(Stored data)
○ ○ ○ ○ ○

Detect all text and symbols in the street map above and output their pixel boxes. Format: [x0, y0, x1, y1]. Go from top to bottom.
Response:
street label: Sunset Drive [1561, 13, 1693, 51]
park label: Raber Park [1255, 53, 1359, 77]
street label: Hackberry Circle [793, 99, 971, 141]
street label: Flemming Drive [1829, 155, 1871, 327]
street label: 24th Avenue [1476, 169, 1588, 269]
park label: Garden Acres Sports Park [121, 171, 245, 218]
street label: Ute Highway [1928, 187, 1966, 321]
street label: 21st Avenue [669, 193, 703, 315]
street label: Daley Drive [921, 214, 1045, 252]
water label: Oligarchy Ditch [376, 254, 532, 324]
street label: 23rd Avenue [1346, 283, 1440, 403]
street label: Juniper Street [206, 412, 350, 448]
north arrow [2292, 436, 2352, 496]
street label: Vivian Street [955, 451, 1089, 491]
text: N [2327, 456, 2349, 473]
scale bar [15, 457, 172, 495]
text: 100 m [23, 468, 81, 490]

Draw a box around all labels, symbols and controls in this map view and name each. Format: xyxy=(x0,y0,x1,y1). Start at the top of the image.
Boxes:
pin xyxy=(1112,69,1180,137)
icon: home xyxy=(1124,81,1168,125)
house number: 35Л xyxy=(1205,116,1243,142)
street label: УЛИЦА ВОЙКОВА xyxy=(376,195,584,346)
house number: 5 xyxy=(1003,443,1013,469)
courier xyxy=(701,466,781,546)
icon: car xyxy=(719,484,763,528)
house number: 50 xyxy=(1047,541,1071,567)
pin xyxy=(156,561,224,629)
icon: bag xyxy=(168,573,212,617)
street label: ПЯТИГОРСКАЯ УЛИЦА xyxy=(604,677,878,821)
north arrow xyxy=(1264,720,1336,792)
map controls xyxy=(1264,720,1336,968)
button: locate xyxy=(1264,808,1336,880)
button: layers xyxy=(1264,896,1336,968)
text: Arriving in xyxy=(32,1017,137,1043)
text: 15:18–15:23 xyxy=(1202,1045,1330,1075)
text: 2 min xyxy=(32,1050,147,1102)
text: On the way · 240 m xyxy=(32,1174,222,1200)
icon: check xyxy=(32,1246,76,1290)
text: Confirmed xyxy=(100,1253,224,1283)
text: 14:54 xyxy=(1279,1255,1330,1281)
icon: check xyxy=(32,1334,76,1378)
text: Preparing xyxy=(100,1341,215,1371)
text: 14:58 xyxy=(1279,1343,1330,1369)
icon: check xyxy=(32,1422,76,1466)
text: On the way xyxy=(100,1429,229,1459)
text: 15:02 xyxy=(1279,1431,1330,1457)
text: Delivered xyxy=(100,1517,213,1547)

○ ○ ○ ○ ○

→ WHAT TO WORK ON:
Repeat the entries above verbatim.

→ SOLUTION:
Detect all text and symbols in the street map above and output their pixel boxes. Format: [x0, y0, x1, y1]. Go from top to bottom.
Response:
street label: Sunset Drive [1561, 13, 1693, 51]
park label: Raber Park [1255, 53, 1359, 77]
street label: Hackberry Circle [793, 99, 971, 141]
street label: Flemming Drive [1829, 155, 1871, 327]
street label: 24th Avenue [1476, 169, 1588, 269]
park label: Garden Acres Sports Park [121, 171, 245, 218]
street label: Ute Highway [1928, 187, 1966, 321]
street label: 21st Avenue [669, 193, 703, 315]
street label: Daley Drive [921, 214, 1045, 252]
water label: Oligarchy Ditch [376, 254, 532, 324]
street label: 23rd Avenue [1346, 283, 1440, 403]
street label: Juniper Street [206, 412, 350, 448]
north arrow [2292, 436, 2352, 496]
street label: Vivian Street [955, 451, 1089, 491]
text: N [2327, 456, 2349, 473]
scale bar [15, 457, 172, 495]
text: 100 m [23, 468, 81, 490]

Draw a box around all labels, symbols and controls in this map view and name each. Format: xyxy=(x0,y0,x1,y1). Start at the top of the image.
Boxes:
pin xyxy=(1112,69,1180,137)
icon: home xyxy=(1124,81,1168,125)
house number: 35Л xyxy=(1205,116,1243,142)
street label: УЛИЦА ВОЙКОВА xyxy=(376,195,584,346)
house number: 5 xyxy=(1003,443,1013,469)
courier xyxy=(701,466,781,546)
icon: car xyxy=(719,484,763,528)
house number: 50 xyxy=(1047,541,1071,567)
pin xyxy=(156,561,224,629)
icon: bag xyxy=(168,573,212,617)
street label: ПЯТИГОРСКАЯ УЛИЦА xyxy=(604,677,878,821)
north arrow xyxy=(1264,720,1336,792)
map controls xyxy=(1264,720,1336,968)
button: locate xyxy=(1264,808,1336,880)
button: layers xyxy=(1264,896,1336,968)
text: Arriving in xyxy=(32,1017,137,1043)
text: 15:18–15:23 xyxy=(1202,1045,1330,1075)
text: 2 min xyxy=(32,1050,147,1102)
text: On the way · 240 m xyxy=(32,1174,222,1200)
icon: check xyxy=(32,1246,76,1290)
text: Confirmed xyxy=(100,1253,224,1283)
text: 14:54 xyxy=(1279,1255,1330,1281)
icon: check xyxy=(32,1334,76,1378)
text: Preparing xyxy=(100,1341,215,1371)
text: 14:58 xyxy=(1279,1343,1330,1369)
icon: check xyxy=(32,1422,76,1466)
text: On the way xyxy=(100,1429,229,1459)
text: 15:02 xyxy=(1279,1431,1330,1457)
text: Delivered xyxy=(100,1517,213,1547)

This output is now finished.